BEGIN DATA SUPPLIED

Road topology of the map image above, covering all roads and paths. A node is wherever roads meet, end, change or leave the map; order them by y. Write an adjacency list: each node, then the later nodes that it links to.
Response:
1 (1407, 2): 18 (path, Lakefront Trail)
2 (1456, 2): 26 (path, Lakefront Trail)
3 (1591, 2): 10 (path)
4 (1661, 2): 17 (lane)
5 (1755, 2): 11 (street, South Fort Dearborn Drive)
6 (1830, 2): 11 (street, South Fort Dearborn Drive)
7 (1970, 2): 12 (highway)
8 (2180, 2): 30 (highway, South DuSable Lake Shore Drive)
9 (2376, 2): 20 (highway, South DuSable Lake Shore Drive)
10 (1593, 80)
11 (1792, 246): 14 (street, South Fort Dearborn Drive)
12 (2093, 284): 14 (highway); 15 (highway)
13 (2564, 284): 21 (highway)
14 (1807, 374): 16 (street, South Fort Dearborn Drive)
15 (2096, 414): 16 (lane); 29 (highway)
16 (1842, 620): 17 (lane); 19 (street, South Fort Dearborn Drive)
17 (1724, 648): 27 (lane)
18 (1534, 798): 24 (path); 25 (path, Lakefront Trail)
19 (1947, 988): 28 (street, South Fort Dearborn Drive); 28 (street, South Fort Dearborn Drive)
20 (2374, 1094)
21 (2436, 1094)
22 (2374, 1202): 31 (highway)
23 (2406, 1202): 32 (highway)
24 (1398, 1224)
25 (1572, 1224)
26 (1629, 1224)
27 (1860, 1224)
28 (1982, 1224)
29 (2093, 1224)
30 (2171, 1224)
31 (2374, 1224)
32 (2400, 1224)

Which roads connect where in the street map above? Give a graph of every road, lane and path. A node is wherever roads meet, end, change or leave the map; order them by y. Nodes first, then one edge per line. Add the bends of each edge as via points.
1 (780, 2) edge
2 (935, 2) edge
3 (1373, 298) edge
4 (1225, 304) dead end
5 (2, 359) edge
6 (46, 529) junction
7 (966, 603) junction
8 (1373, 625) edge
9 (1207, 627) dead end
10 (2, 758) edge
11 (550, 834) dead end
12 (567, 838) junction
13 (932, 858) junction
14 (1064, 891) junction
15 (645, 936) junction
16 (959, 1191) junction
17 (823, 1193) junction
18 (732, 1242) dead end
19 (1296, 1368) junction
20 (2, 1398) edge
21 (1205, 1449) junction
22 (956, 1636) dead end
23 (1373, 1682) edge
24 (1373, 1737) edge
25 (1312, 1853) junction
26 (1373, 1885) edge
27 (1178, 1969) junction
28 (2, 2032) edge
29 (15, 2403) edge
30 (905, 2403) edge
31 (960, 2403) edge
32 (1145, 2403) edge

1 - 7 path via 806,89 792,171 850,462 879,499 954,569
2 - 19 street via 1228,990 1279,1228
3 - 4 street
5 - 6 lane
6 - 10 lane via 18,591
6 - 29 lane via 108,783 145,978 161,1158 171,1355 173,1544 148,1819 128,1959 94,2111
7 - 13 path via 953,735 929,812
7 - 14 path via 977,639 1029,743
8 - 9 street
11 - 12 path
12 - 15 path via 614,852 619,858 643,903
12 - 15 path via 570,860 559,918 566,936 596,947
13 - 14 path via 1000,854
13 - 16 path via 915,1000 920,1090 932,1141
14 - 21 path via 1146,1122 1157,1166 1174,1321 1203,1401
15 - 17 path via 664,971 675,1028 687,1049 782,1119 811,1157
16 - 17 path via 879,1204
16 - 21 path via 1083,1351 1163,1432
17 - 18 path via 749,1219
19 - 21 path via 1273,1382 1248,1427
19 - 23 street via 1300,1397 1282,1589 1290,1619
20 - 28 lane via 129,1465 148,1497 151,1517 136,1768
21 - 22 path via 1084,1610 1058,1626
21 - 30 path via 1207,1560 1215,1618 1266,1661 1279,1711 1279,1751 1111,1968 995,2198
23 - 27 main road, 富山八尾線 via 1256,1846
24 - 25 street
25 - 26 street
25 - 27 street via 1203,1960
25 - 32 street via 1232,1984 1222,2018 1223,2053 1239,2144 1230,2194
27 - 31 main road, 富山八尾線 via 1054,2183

END DATA SUPPLIED

**TO DO**
Write down every record shown above precisely.

**ANSWER FOR THIS EXERCISE**
Road topology of the map image above, covering all roads and paths. A node is wherever roads meet, end, change or leave the map; order them by y. Write an adjacency list: each node, then the later nodes that it links to.
Response:
1 (1407, 2): 18 (path, Lakefront Trail)
2 (1456, 2): 26 (path, Lakefront Trail)
3 (1591, 2): 10 (path)
4 (1661, 2): 17 (lane)
5 (1755, 2): 11 (street, South Fort Dearborn Drive)
6 (1830, 2): 11 (street, South Fort Dearborn Drive)
7 (1970, 2): 12 (highway)
8 (2180, 2): 30 (highway, South DuSable Lake Shore Drive)
9 (2376, 2): 20 (highway, South DuSable Lake Shore Drive)
10 (1593, 80)
11 (1792, 246): 14 (street, South Fort Dearborn Drive)
12 (2093, 284): 14 (highway); 15 (highway)
13 (2564, 284): 21 (highway)
14 (1807, 374): 16 (street, South Fort Dearborn Drive)
15 (2096, 414): 16 (lane); 29 (highway)
16 (1842, 620): 17 (lane); 19 (street, South Fort Dearborn Drive)
17 (1724, 648): 27 (lane)
18 (1534, 798): 24 (path); 25 (path, Lakefront Trail)
19 (1947, 988): 28 (street, South Fort Dearborn Drive); 28 (street, South Fort Dearborn Drive)
20 (2374, 1094)
21 (2436, 1094)
22 (2374, 1202): 31 (highway)
23 (2406, 1202): 32 (highway)
24 (1398, 1224)
25 (1572, 1224)
26 (1629, 1224)
27 (1860, 1224)
28 (1982, 1224)
29 (2093, 1224)
30 (2171, 1224)
31 (2374, 1224)
32 (2400, 1224)

Which roads connect where in the street map above? Give a graph of every road, lane and path. A node is wherever roads meet, end, change or leave the map; order them by y. Nodes first, then one edge per line. Add the bends of each edge as via points.
1 (780, 2) edge
2 (935, 2) edge
3 (1373, 298) edge
4 (1225, 304) dead end
5 (2, 359) edge
6 (46, 529) junction
7 (966, 603) junction
8 (1373, 625) edge
9 (1207, 627) dead end
10 (2, 758) edge
11 (550, 834) dead end
12 (567, 838) junction
13 (932, 858) junction
14 (1064, 891) junction
15 (645, 936) junction
16 (959, 1191) junction
17 (823, 1193) junction
18 (732, 1242) dead end
19 (1296, 1368) junction
20 (2, 1398) edge
21 (1205, 1449) junction
22 (956, 1636) dead end
23 (1373, 1682) edge
24 (1373, 1737) edge
25 (1312, 1853) junction
26 (1373, 1885) edge
27 (1178, 1969) junction
28 (2, 2032) edge
29 (15, 2403) edge
30 (905, 2403) edge
31 (960, 2403) edge
32 (1145, 2403) edge

1 - 7 path via 806,89 792,171 850,462 879,499 954,569
2 - 19 street via 1228,990 1279,1228
3 - 4 street
5 - 6 lane
6 - 10 lane via 18,591
6 - 29 lane via 108,783 145,978 161,1158 171,1355 173,1544 148,1819 128,1959 94,2111
7 - 13 path via 953,735 929,812
7 - 14 path via 977,639 1029,743
8 - 9 street
11 - 12 path
12 - 15 path via 614,852 619,858 643,903
12 - 15 path via 570,860 559,918 566,936 596,947
13 - 14 path via 1000,854
13 - 16 path via 915,1000 920,1090 932,1141
14 - 21 path via 1146,1122 1157,1166 1174,1321 1203,1401
15 - 17 path via 664,971 675,1028 687,1049 782,1119 811,1157
16 - 17 path via 879,1204
16 - 21 path via 1083,1351 1163,1432
17 - 18 path via 749,1219
19 - 21 path via 1273,1382 1248,1427
19 - 23 street via 1300,1397 1282,1589 1290,1619
20 - 28 lane via 129,1465 148,1497 151,1517 136,1768
21 - 22 path via 1084,1610 1058,1626
21 - 30 path via 1207,1560 1215,1618 1266,1661 1279,1711 1279,1751 1111,1968 995,2198
23 - 27 main road, 富山八尾線 via 1256,1846
24 - 25 street
25 - 26 street
25 - 27 street via 1203,1960
25 - 32 street via 1232,1984 1222,2018 1223,2053 1239,2144 1230,2194
27 - 31 main road, 富山八尾線 via 1054,2183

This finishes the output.